Sally B gets new lease of life

PUBLISHED: 12:07 12 October 2006 | UPDATED: 14:50 12 May 2010

The French aerobatic team, the Patrouille de France, display their skills during the Duxford airshow - Pic: Nick Emberson

The French aerobatic team, the Patrouille de France, display their skills during the Duxford airshow - Pic: Nick Emberson

THE legendary Sally B Flying Fortress at the Duxford Imperial War Museum has been given a new lease of life. And the work on the Second World War aircraft was unveiled to the public at the museum s last show of the year on Sunday. The UK s only remaining

THE legendary Sally B Flying Fortress at the Duxford Imperial War Museum has been given a new lease of life.

And the work on the Second World War aircraft was unveiled to the public at the museum's last show of the year on Sunday.

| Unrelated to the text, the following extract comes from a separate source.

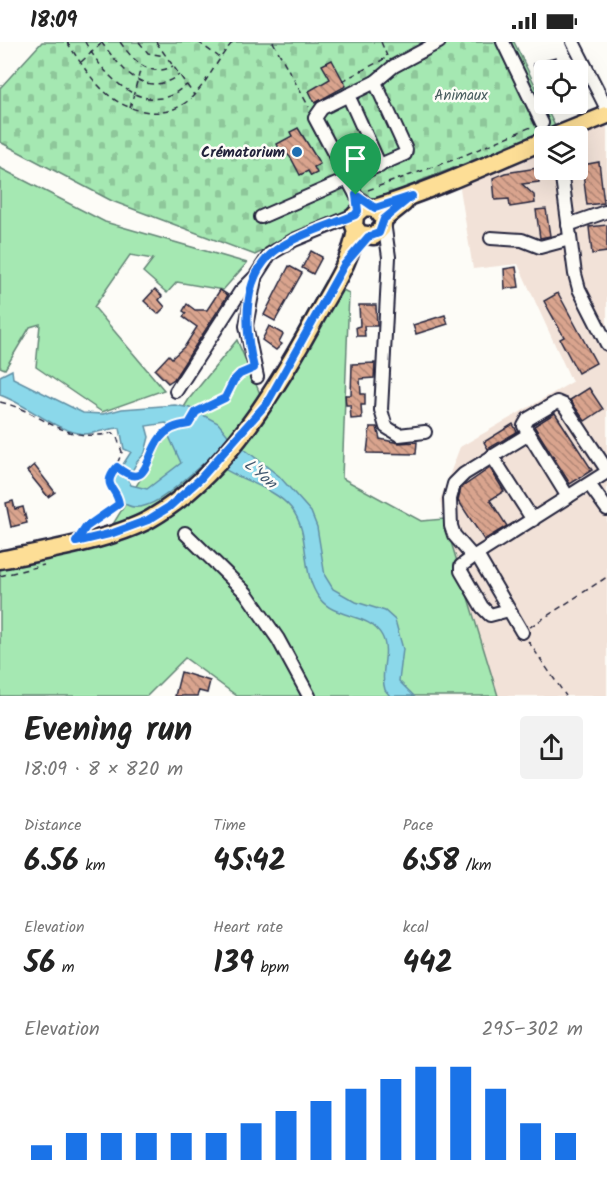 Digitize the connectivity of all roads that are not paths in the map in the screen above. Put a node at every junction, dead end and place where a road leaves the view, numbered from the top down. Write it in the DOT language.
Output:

The UK's only remaining B-17 Flying Fortress, was given a respray by Southend-based company Air Livery.

The aircraft which has flown in the UK for the past 31 years was stripped down to its bare metal, primed and resprayed in the same colour scheme as before, complete with Sally B and Memphis Belle nose art.

B-17 operator Elly Sallingboe said: "It is so good to have the Sally B back to her former glory.

"This respray was long overdue to continue protecting the aircraft from the elements. Now with this new lease of life she should be all right for many years."

A museum spokeswoman said: "It's wonderful that the aircraft has been preserved."

The aircraft has needed a paint job for some time, but there were not enough funds to do the job because it has to rely on sponsors and members of the Sally B Supporters Club.

- The show at Duxford included a display from the French aerobatic team, the Patrouille de France.

There was also an appearance from an F-16 Fighting Falcon and a Fouga Magister from the Belgian Air Force.

- At the airshow, a memorial was held and tributes were paid to one of the last surviving Battle of Britain pilots.

Wing commander George "Grumpy" Unwin, who was considered one of the greatest fighter pilots stationed at Duxford with 19 Squadron, died in June at the age of 93.

The museum was told that his colleagues had plans to erect a memorial for him.

A museum spokeswoman said: "George and his Alsatian Flash were synonymous with Duxford during the Battle of Britain, appearing in many of our archive photographs.

"We are honoured to be chosen as the home of a tribute to him which will ensure that his time at Duxford is not forgotten."

Mr Unwin was twice awarded the Distinguished Flying Medal and the Distinguished Service Order.

He is said to have earned his nickname after complaining about not being allocated an aircraft during the Dunkirk crisis.